We discuss the ramifications of Johnson’s story, both personally to her, and in its larger impact in the context of the national #MeToo movement. And we examine what is, unfortunately, an old story regarding men in power and the predatory behavior in which they sometimes engage.

Join us every Friday for Just This. Listen in and send us your feedback. Just This, produced by Photo Editor Scott Ball, will be available here on the Rivard Report and on iTunes and Stitcher at 5 a.m.

Beth Frerking is the former editor-in-chief of the Rivard Report.

Rick Casey's career spans four decades of award-winning reporting on San Antonio.
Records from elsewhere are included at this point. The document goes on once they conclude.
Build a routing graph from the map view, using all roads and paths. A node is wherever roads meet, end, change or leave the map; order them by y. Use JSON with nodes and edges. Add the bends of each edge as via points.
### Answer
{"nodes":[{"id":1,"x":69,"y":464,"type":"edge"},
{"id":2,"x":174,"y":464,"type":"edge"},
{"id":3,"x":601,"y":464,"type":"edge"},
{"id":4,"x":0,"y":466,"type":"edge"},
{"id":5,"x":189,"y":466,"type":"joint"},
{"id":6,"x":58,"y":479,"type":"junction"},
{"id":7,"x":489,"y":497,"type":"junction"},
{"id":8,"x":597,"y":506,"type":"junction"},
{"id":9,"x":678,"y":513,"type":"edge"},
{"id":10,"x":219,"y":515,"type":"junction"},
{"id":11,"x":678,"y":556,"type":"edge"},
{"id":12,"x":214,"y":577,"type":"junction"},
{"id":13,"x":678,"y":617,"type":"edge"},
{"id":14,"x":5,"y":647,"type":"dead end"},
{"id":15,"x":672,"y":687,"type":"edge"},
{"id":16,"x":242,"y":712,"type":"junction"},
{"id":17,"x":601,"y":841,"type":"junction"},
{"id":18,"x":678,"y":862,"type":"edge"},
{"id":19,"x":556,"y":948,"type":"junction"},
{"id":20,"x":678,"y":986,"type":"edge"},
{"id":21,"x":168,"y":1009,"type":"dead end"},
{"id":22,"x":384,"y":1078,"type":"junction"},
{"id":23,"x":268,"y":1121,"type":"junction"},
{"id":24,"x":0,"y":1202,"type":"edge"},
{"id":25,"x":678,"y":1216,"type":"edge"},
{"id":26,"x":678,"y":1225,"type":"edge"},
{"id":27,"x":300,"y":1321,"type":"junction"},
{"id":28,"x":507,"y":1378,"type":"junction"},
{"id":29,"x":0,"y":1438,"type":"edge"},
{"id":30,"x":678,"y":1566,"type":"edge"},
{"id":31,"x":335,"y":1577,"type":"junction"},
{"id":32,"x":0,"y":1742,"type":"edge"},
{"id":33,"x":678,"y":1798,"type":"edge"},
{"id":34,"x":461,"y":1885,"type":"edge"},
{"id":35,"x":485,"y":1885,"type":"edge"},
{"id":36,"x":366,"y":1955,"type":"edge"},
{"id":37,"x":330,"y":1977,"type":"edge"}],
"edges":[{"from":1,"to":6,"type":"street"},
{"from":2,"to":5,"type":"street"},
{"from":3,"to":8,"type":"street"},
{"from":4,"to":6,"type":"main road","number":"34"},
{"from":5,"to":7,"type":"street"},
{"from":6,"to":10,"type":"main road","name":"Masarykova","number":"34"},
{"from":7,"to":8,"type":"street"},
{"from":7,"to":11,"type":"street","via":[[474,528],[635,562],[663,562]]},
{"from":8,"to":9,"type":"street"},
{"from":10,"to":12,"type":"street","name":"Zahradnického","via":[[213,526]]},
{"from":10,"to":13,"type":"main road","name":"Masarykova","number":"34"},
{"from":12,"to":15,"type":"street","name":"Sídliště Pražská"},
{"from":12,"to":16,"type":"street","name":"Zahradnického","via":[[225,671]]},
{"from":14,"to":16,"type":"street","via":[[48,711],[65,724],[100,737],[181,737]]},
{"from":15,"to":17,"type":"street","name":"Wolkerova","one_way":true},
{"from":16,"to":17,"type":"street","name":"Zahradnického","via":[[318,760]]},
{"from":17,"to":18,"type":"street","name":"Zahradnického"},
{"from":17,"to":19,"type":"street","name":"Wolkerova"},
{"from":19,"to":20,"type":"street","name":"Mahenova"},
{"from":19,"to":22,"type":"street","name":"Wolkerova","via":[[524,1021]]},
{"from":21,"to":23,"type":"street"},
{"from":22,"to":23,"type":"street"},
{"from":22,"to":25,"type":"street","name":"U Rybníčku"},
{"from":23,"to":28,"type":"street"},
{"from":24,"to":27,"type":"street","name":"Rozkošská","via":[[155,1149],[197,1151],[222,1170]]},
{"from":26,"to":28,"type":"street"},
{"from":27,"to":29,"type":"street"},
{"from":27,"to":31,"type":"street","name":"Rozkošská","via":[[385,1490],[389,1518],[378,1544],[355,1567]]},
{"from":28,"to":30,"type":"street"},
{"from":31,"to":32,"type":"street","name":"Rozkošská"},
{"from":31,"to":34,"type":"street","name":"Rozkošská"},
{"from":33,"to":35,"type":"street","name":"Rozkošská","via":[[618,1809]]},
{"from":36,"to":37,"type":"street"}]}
He previously worked as a metro columnist for the former San Antonio Light and, later, the San Antonio Express-News.

3 replies on “Just This #13: The Story of the Woman Who Took on Bryce Milligan”

  1. Your followup to this story should include when and where in San Antonio schools Mr. Milligan taught after his resignation in 2002.

  2. Your fu story should include what consequences the NE school officials will experience for allowing him to leave employment with the ability to inflict himself on other students in other districts.

  3. Catherine I could be wrong but he didnt teach anywhere else? He did however teach workshops in schools. Its on his website I think. Significantly his time at NESA is left out. Thank you Beth and Rick for adding to the coverage of this “serial muse-gatherer”, even if it causes me to take multiple showers. All of us in the arts community should continue to speak out in support of young women like Hailey ( and others now coming forward) and in condemnation of Milligan’s actions.